WHAT THE TASK REQUIRES = In the data, extract each line that holds the string "junctions".

LISTED RECORDS =
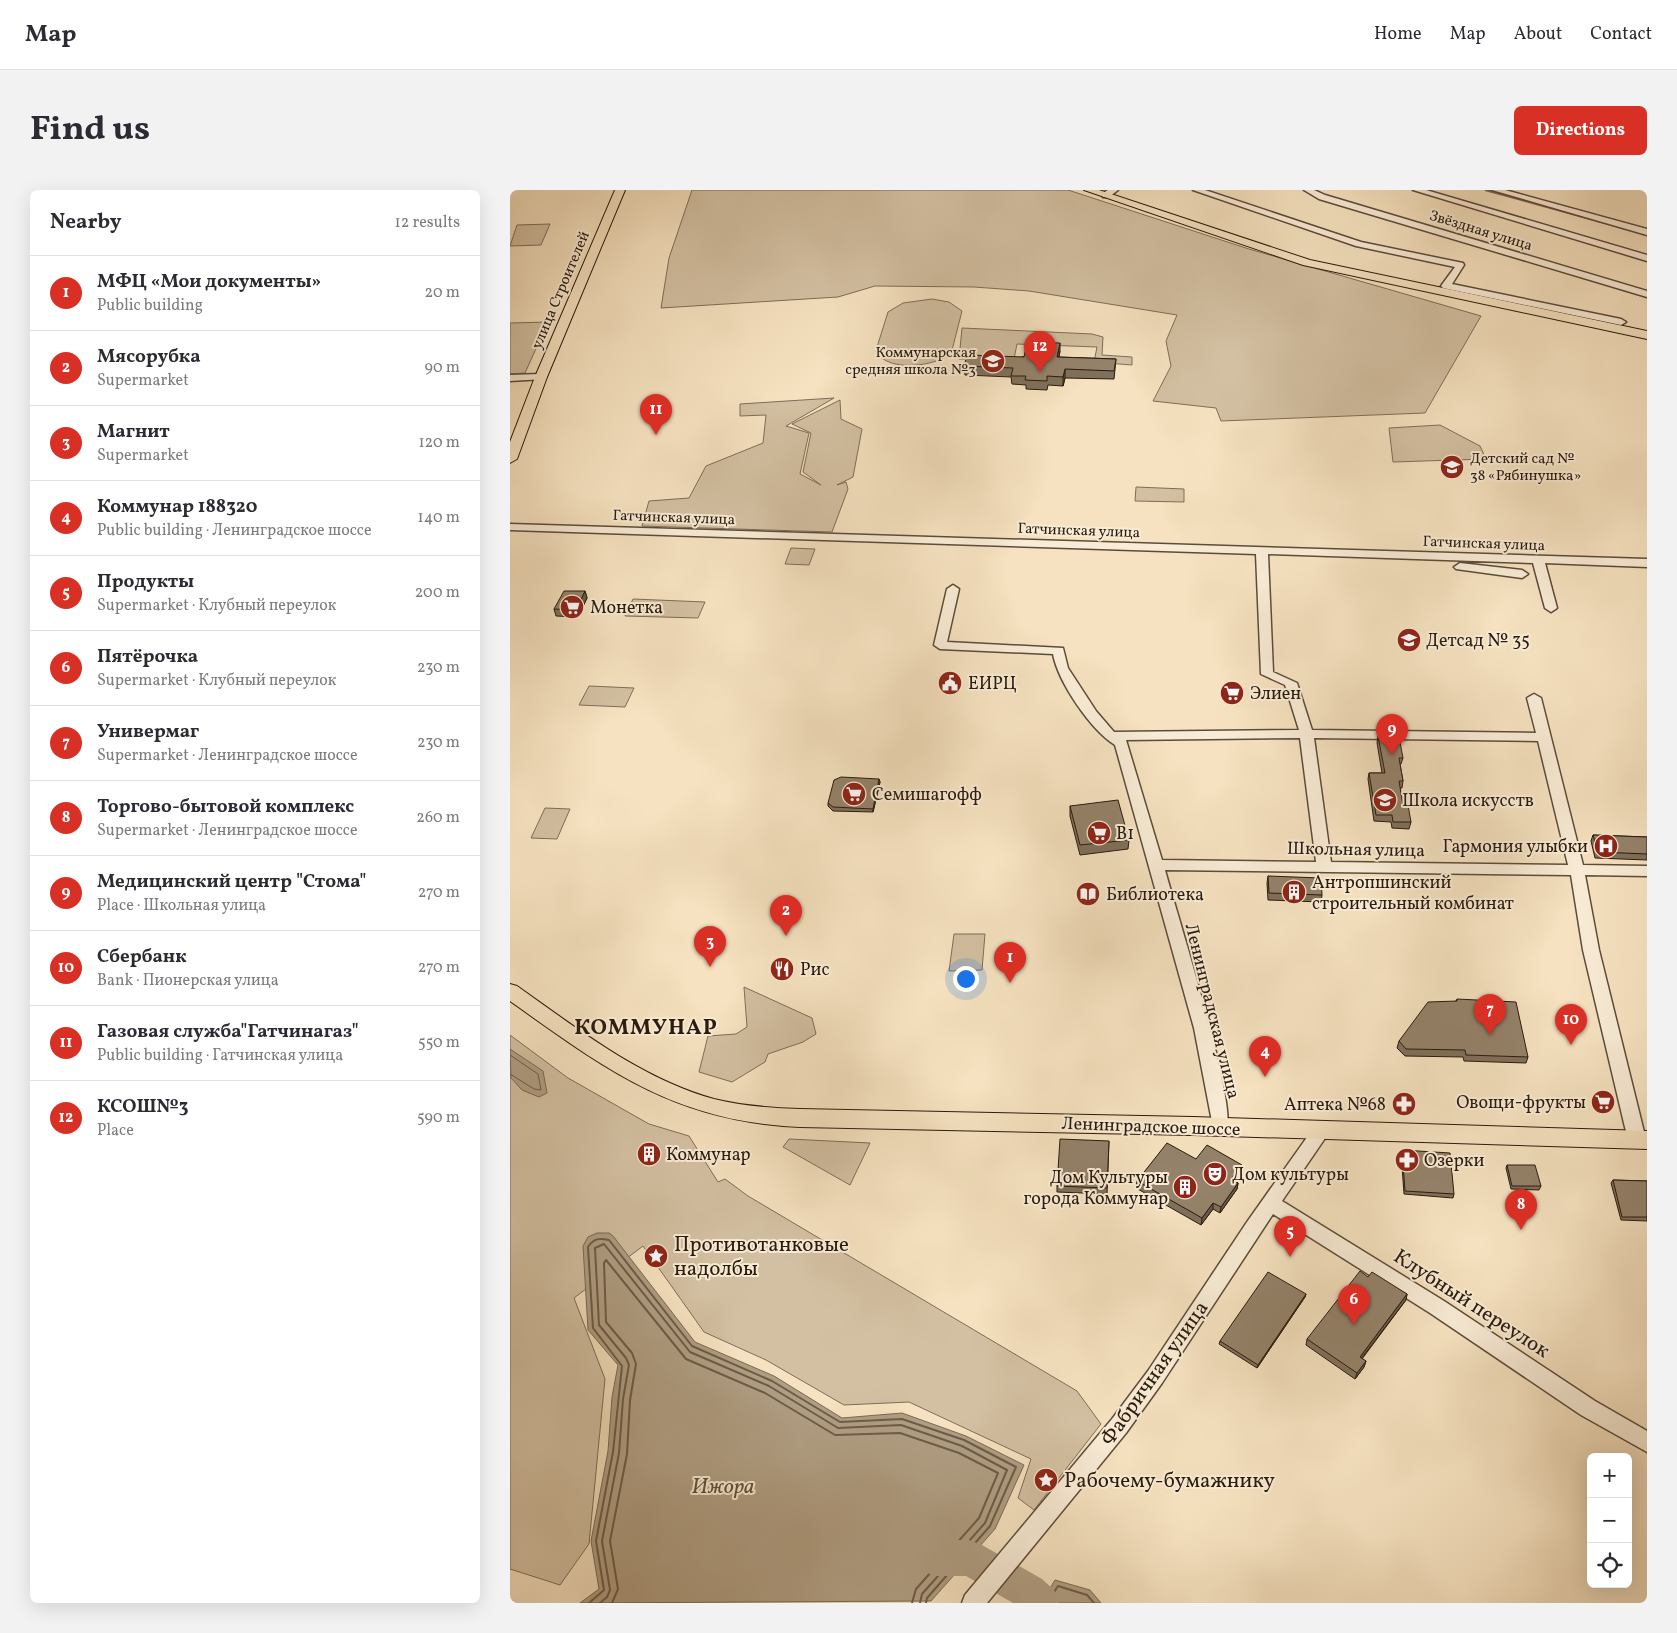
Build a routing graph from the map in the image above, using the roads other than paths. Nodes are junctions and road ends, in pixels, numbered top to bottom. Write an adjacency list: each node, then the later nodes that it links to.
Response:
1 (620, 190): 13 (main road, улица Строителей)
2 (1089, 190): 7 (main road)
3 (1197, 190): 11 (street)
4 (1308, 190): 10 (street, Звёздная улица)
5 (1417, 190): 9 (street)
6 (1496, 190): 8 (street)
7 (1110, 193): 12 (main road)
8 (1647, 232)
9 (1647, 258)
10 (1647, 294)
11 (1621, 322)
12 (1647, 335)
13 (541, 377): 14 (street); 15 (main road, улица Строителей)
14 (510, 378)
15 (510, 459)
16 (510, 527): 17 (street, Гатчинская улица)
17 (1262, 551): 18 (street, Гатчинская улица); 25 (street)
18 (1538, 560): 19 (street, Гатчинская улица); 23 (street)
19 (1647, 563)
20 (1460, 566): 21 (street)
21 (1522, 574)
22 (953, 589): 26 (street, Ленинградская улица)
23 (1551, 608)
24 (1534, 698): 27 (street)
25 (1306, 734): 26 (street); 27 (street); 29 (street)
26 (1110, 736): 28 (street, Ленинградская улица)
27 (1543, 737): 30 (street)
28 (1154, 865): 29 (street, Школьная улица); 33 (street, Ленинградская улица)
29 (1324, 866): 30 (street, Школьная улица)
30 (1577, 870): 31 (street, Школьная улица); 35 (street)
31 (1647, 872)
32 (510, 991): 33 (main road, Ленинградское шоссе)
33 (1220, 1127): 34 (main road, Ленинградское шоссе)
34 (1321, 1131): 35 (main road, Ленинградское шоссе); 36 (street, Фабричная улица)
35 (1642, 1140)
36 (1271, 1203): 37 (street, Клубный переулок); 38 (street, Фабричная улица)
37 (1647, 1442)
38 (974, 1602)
--
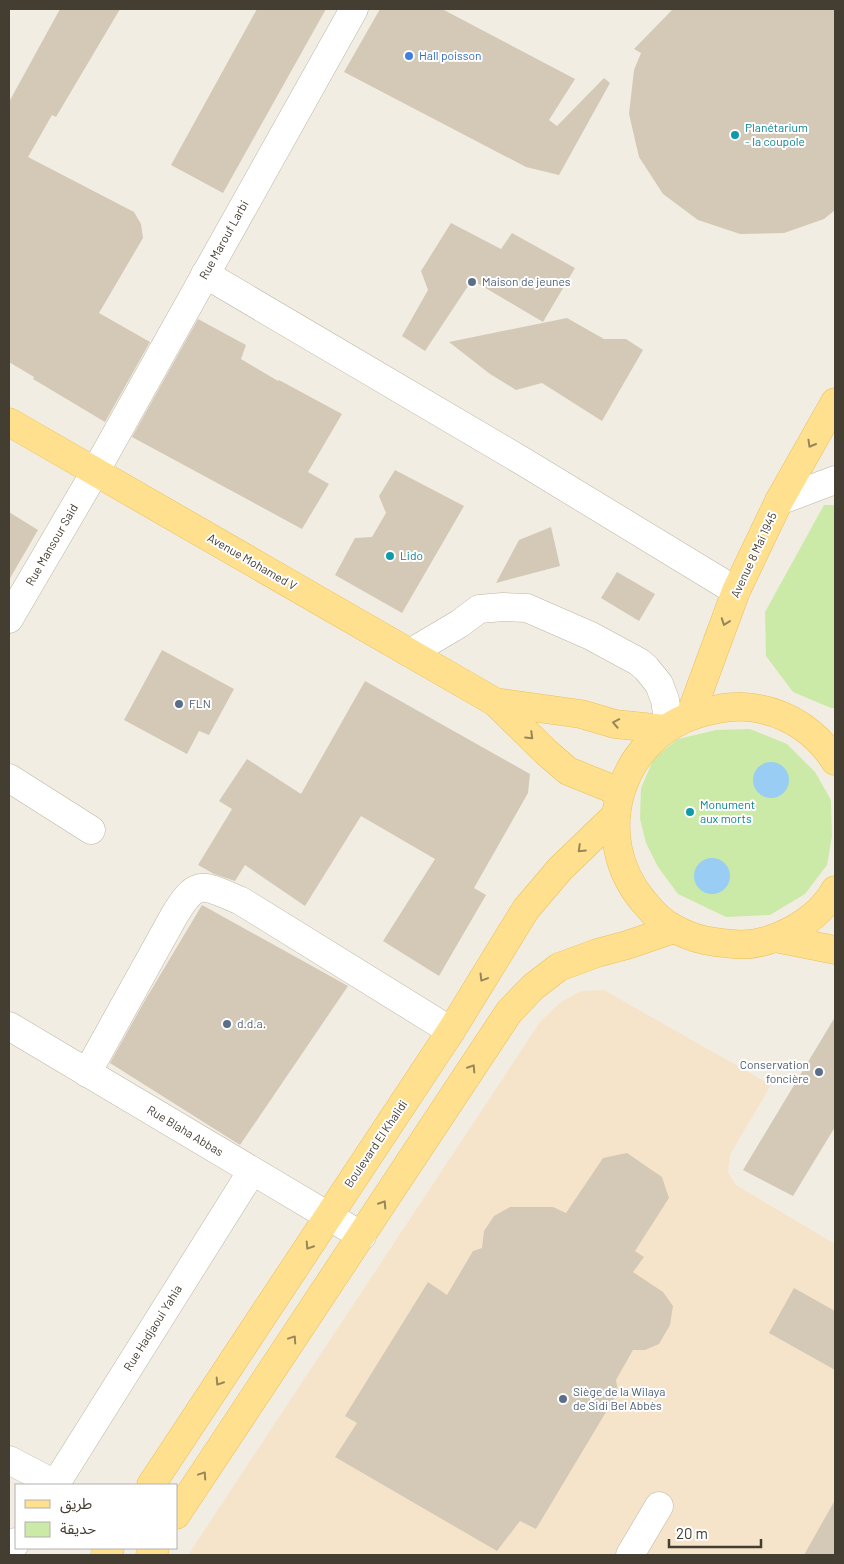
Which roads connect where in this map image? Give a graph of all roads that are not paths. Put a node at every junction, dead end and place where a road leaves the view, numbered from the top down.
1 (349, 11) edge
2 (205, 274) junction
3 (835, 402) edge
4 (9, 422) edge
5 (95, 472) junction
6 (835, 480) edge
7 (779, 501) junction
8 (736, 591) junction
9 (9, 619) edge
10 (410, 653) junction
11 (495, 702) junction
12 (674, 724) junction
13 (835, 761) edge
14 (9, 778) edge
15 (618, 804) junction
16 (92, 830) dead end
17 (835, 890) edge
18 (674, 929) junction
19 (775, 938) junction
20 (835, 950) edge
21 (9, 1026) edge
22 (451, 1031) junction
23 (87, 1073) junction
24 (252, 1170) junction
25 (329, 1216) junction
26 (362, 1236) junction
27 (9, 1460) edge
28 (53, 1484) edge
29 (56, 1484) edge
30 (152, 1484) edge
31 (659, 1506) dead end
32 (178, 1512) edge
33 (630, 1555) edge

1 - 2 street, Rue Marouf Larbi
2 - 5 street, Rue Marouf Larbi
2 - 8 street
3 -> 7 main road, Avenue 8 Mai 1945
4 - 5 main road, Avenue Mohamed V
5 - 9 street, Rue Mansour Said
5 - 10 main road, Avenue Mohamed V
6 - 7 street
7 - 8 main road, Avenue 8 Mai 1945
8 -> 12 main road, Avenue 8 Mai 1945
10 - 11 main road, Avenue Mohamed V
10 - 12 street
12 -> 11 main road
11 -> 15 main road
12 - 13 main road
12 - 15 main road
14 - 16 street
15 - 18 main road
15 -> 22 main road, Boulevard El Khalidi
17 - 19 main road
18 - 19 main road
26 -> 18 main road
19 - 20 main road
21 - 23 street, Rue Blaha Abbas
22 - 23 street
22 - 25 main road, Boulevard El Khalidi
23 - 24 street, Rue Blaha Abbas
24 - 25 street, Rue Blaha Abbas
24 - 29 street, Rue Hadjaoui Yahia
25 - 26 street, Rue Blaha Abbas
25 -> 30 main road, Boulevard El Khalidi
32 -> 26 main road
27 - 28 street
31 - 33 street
---
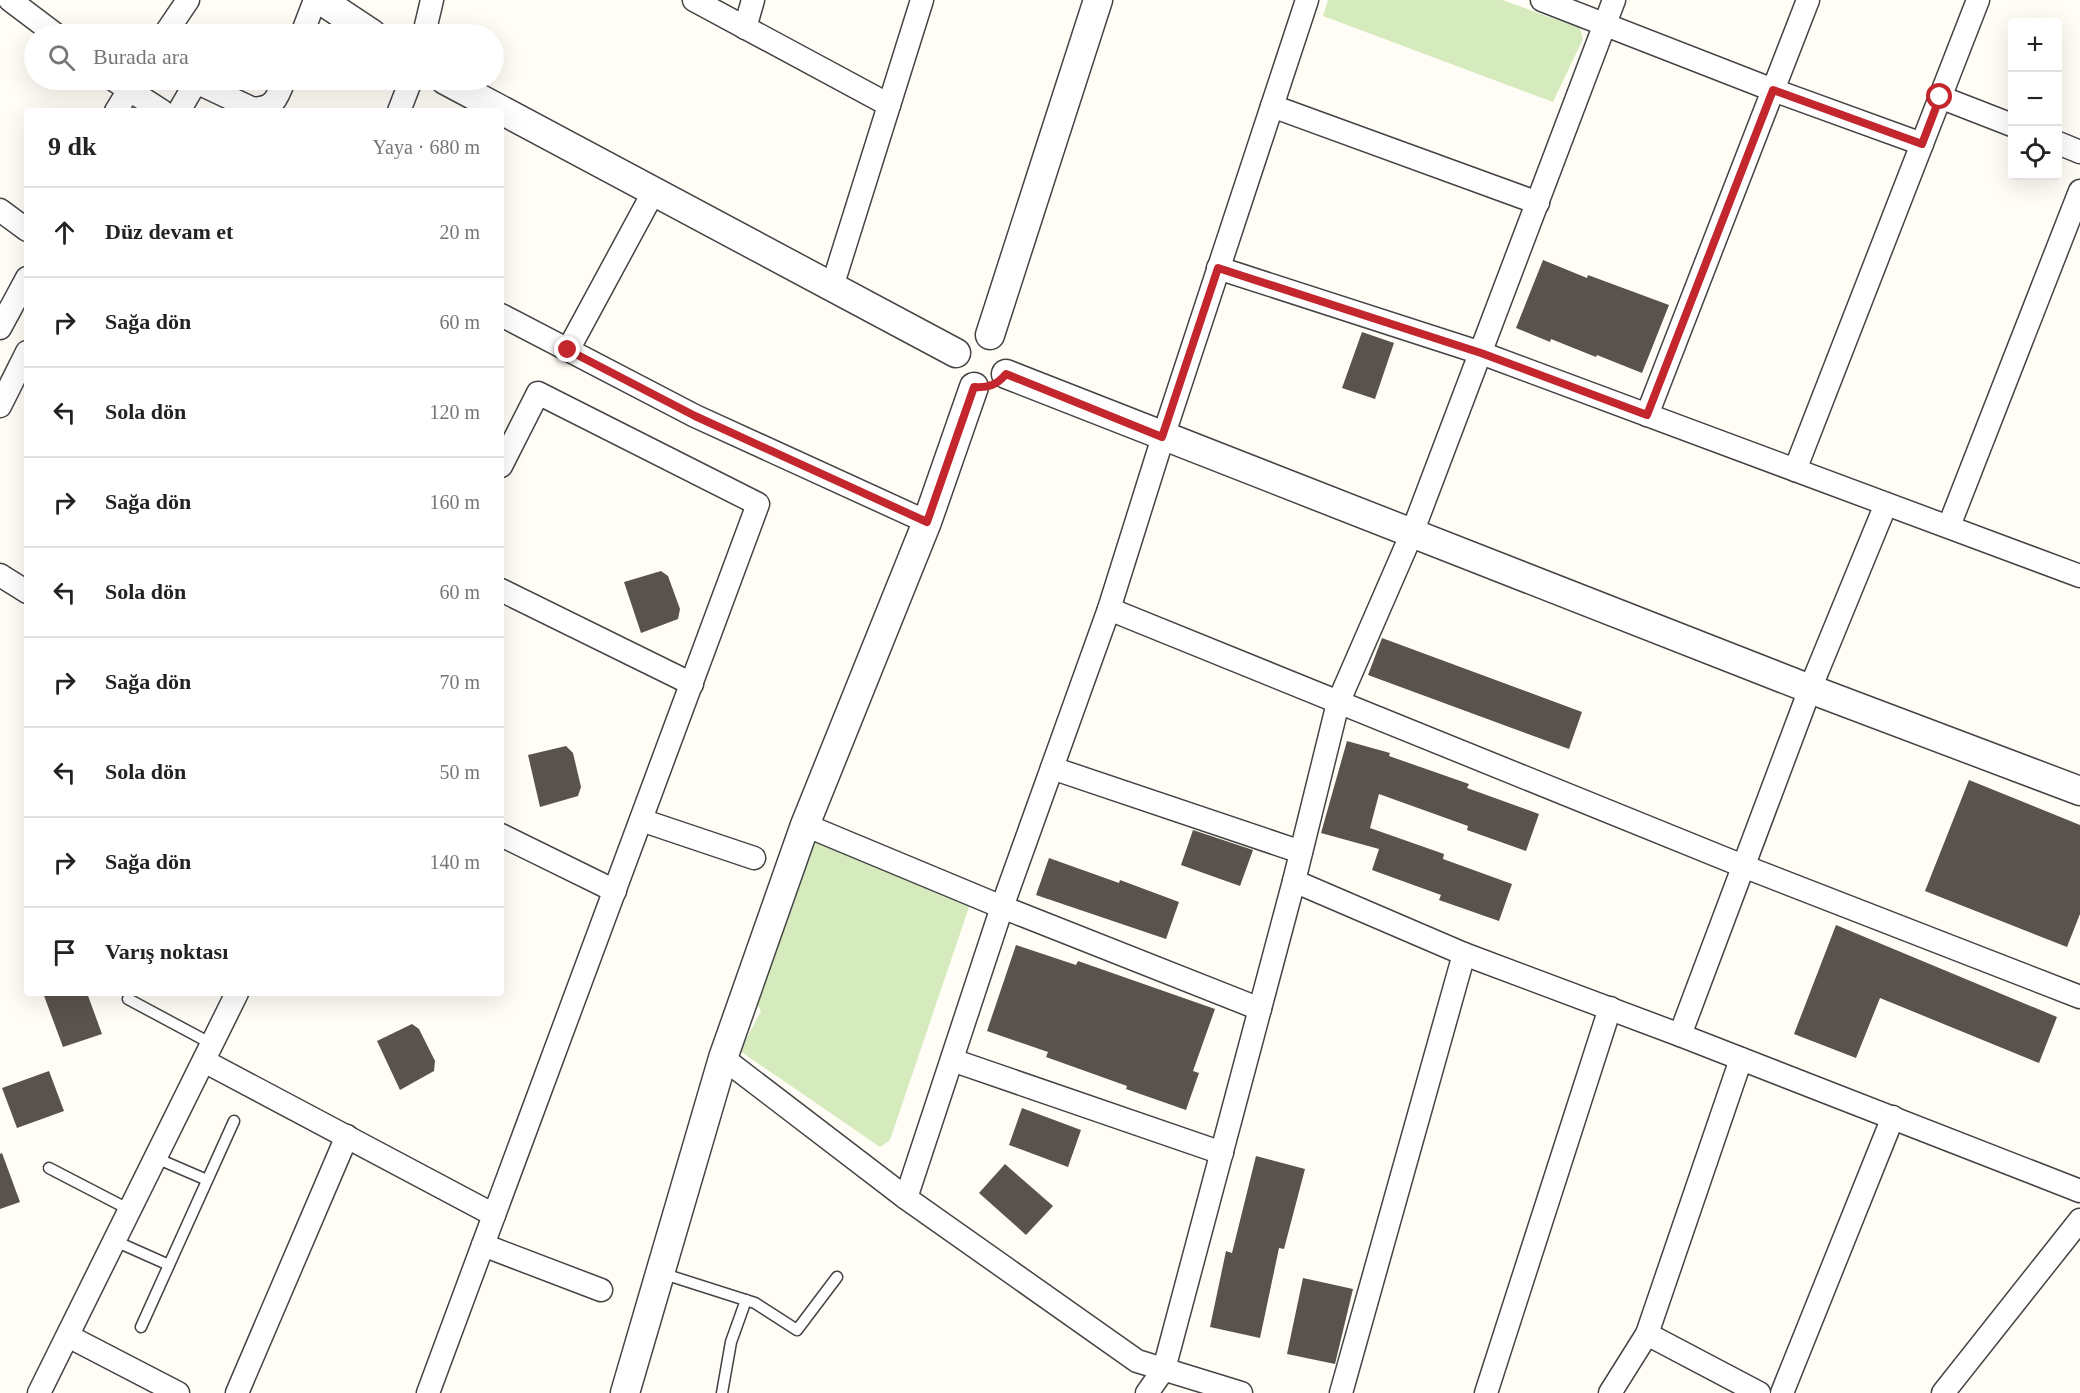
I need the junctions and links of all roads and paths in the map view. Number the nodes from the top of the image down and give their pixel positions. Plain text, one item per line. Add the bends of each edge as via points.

RESPONSE FOR THIS EXERCISE =
Build a routing graph from the map in the image above, using the roads other than paths. Nodes are junctions and road ends, in pixels, numbered top to bottom. Write an adjacency list: each node, then the later nodes that it links to.
I need the junctions and links of all roads and paths in the map view. Number the nodes from the top of the image down and give their pixel positions. Plain text, one item per line. Add the bends of each edge as via points.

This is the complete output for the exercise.